Non-ischaemic cardiomyopathy patients had a significantly higher rate of ICD intervention for VA compared with patients with ischaemic heart disease. The reason for this difference remains unclear, baseline data did not show differences in age, left ventricular dysfunction, NYHA stage, or medication. Interestingly, one patient who received an LVAD for inflammatory cardiomyopathy and who completely recovered under ventricular unloading was explanted 9 months later. However, he experienced five ICD therapies for VF 12 months after LVAD explantation. This case shows that even after full recovery, risk for VA might remain increased either due to the remaining substrate of underlying heart disease or iatrogenic scar at the ventricular apex after LVAD therapy. As we had no 12-lead ECG data for the episodes, we could not localize the ventricular origin of the episodes treated by the ICD.
Given the fact that ICD implantation has been shown to overestimate the risk of malignant VA,24 our study results must be interpreted with caution. Implantable cardioverter-defibrillator interventions do not directly reflect the rate of true sudden death events. However, we tried to reduce overtreatment by using conservative ICD programming with a high number of intervals to detect before ATP or shock delivery. Furthermore, it is unclear how often ventricular fibrillation in LVAD patients leads to cardiogenic shock and how often LVAD support is sufficient to sustain long-term circulation in non-pulsatile LVADs.
Another limitation of our study is the lack of randomization.
Clinical implications
Our study is the first to show prospective data for a large cohort of primary prevention ICD indication patients after LVAD implantation, adding important information to previously published ICD intervention rates in selected patients with implanted defibrillators.18 Our study demonstrates a high prevalence of VA in LVAD recipients, even for those with a primary prevention indication, supporting the use of ICDs in patients after LVAD implantation for primary prevention of sudden arrhythmic death.
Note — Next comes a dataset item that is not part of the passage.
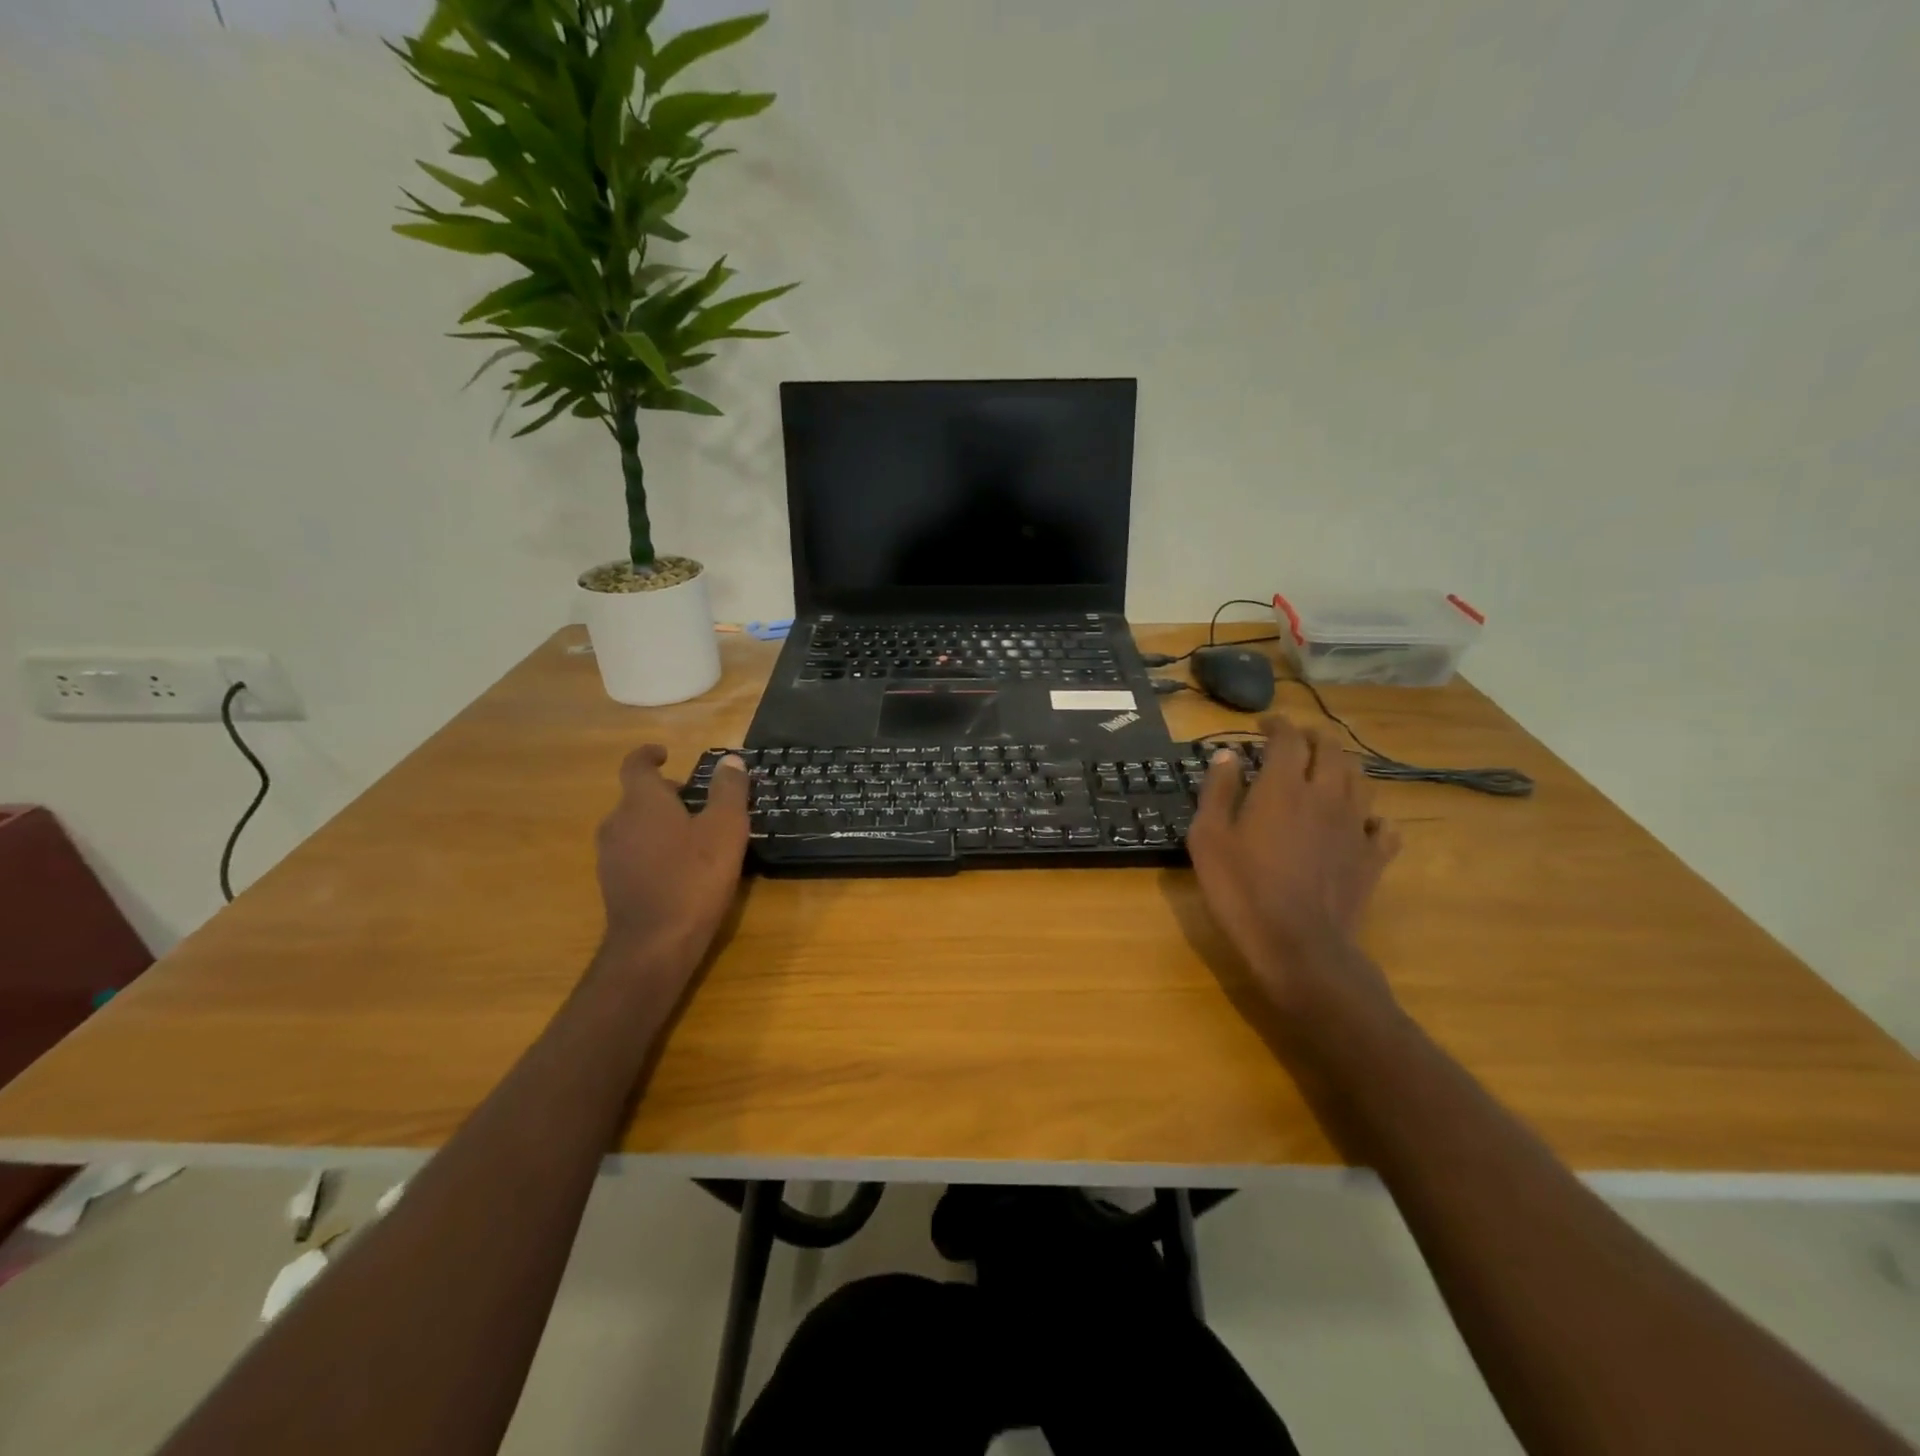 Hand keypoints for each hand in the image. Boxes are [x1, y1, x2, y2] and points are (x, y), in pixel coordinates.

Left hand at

Furthermore, LVAD patients with a previous ICD implantation should be kept on ICD protection.
For ICD therapy in an LVAD patient, we would recommend implantation of a high-energy ICD device, because we observed an increased DFT in our patients. We hypothesize that this finding is due to end stage heart disease in LVAD recipients on the one hand, and electrical interference of conducting artefacts inside the thorax especially in anterior shock vectors in single-coil defibrillator leads on the other hand. The latter finding is supported by the observation of lower shock impedance in the single-coil system configuration compared with the dual-coil configuration. A general recommendation in favour of ICD implantation in every patient receiving an LVAD cannot be derived from our data and requires a larger prospective investigation.
Conclusion
Implantable cardioverter-defibrillator therapy is safe and effective in LVAD patients. Ventricular arrhythmias leading to ICD intervention occur frequently in LVAD patients over 1 year of follow-up, with large variations depending on the underlying cardiac disease and previous arrhythmia history. A primary prevention ICD indication after LVAD implantation yields high rates of ICD intervention. A history of previous VA strongly predicts future use of ICD treatment after LVAD implantation.
Conflict of interest: none declared.